Greenpeace warnt vor Achsenbruch

Eine Überprüfung der Achsen des Castor-Transports ergab nach Polizeiangaben unterdessen keine Mängel. Es seien keine Anomalien festgestellt worden, sagte ein Polizeisprecher. Die Umweltschutzorganisation Greenpeace hatte zuvor mitgeteilt, dass auf Infrarotbildern erhöhte Temperatur an einer Achse zwischen den Castorwaggons festgestellt worden sei und forderte eine Untersuchung. "Eine Radachse zwischen Waggon sechs und sieben ist auf den Bildern deutlich wärmer als alle anderen", sagte Greenpeace-Atomexperte Heinz Smital. "Das darf nicht ignoriert werden, nicht bei dieser tödlichen Fracht, die in diesem Zug durch Deutschland fährt."

Gegen die Lieferung des Atommülls in das nahe Zwischenlager Gorleben hatten am Samstag im Wendland zehntausende Atomkraftgegner demonstriert.
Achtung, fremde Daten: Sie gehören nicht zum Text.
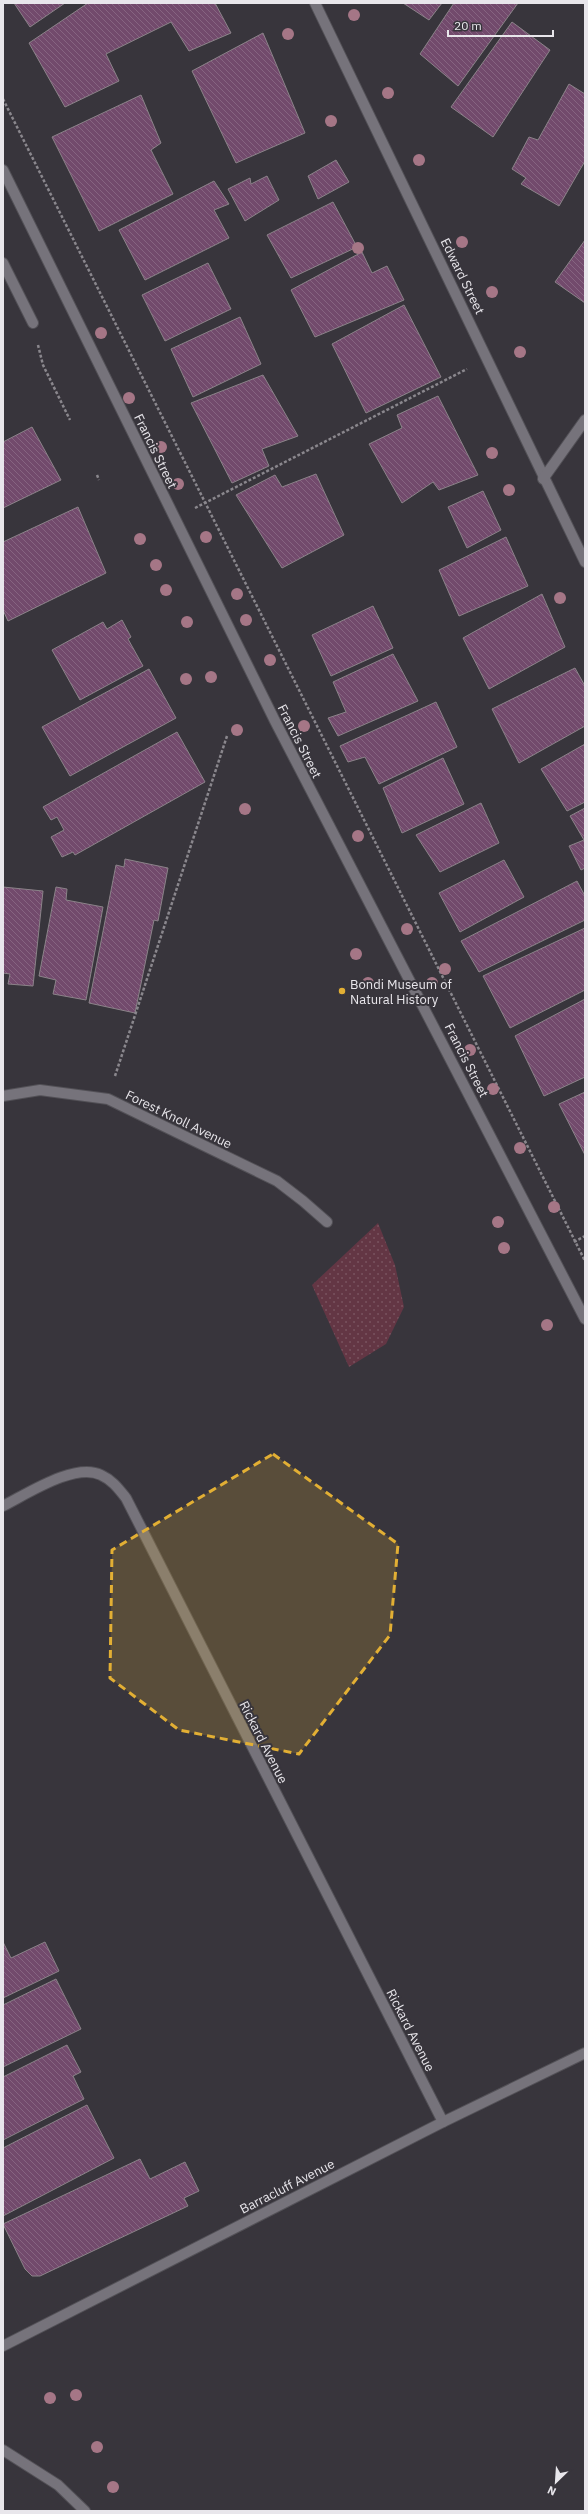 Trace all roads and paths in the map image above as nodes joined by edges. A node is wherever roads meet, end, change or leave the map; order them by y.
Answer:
1 (315, 3) edge
2 (3, 99) edge
3 (3, 170) edge
4 (3, 263) edge
5 (33, 323) dead end
6 (488, 358) junction
7 (43, 365) dead end
8 (70, 420) dead end
9 (585, 420) edge
10 (97, 475) dead end
11 (543, 478) junction
12 (99, 480) dead end
13 (206, 503) junction
14 (175, 519) junction
15 (585, 562) edge
16 (227, 736) dead end
17 (121, 1057) dead end
18 (3, 1096) edge
19 (327, 1222) dead end
20 (585, 1261) edge
21 (585, 1319) edge
22 (3, 1506) edge
23 (585, 2053) edge
24 (443, 2122) junction
25 (4, 2342) edge
26 (3, 2450) edge
27 (85, 2511) edge

1 - 6 street, Edward Street
2 - 13 path
3 - 14 street, Francis Street
4 - 5 street
6 - 11 street, Edward Street
6 - 13 path
7 - 8 path
9 - 11 street
10 - 12 path
11 - 15 street, Edward Street
13 - 14 path
13 - 20 path
14 - 21 street, Francis Street
16 - 17 path
18 - 19 street, Forest Knoll Avenue
22 - 24 street, Rickard Avenue
23 - 24 street, Barracluff Avenue
24 - 25 street, Barracluff Avenue
26 - 27 street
Nach Veranstalterangaben versammelten sich dort mehr als 50.000 Menschen. Am Rande der Kundgebung in Splietau kam es zu Auseinandersetzungen zwischen Atomkraft-Gegnern und der Polizei. Die Aktivisten hätten in der Nähe des Kundgebungsgeländes eine Straße besetzt, sagte ein Sprecher der Polizei in Lüneburg. Die Demonstranten hätten herannahende Polizisten mit Steinen und Knallkörpern beworfen. Daraufhin seien die Beamten mit Knüppeln und Reizgas gegen sie vorgegangen.

Der Zug mit den elf Castor-Behältern mit Rückständen aus der Wiederaufarbeitung deutscher Reaktorbrennstäbe hatte am Samstagmittag die deutsch-französische Grenze bei Kehl in Baden-Württemberg überquert. Dorthin war er wegen einer Gleisblockade von mehreren hundert Atomkraftgegnern auf seiner ursprüngliche Route über Rheinland-Pfalz umgeleitet worden. Der Transport hatte am Freitag die Wiederaufarbeitungsanlage im nordfranzösischen La Hague verlassen und soll am Montag in Gorleben eintreffen.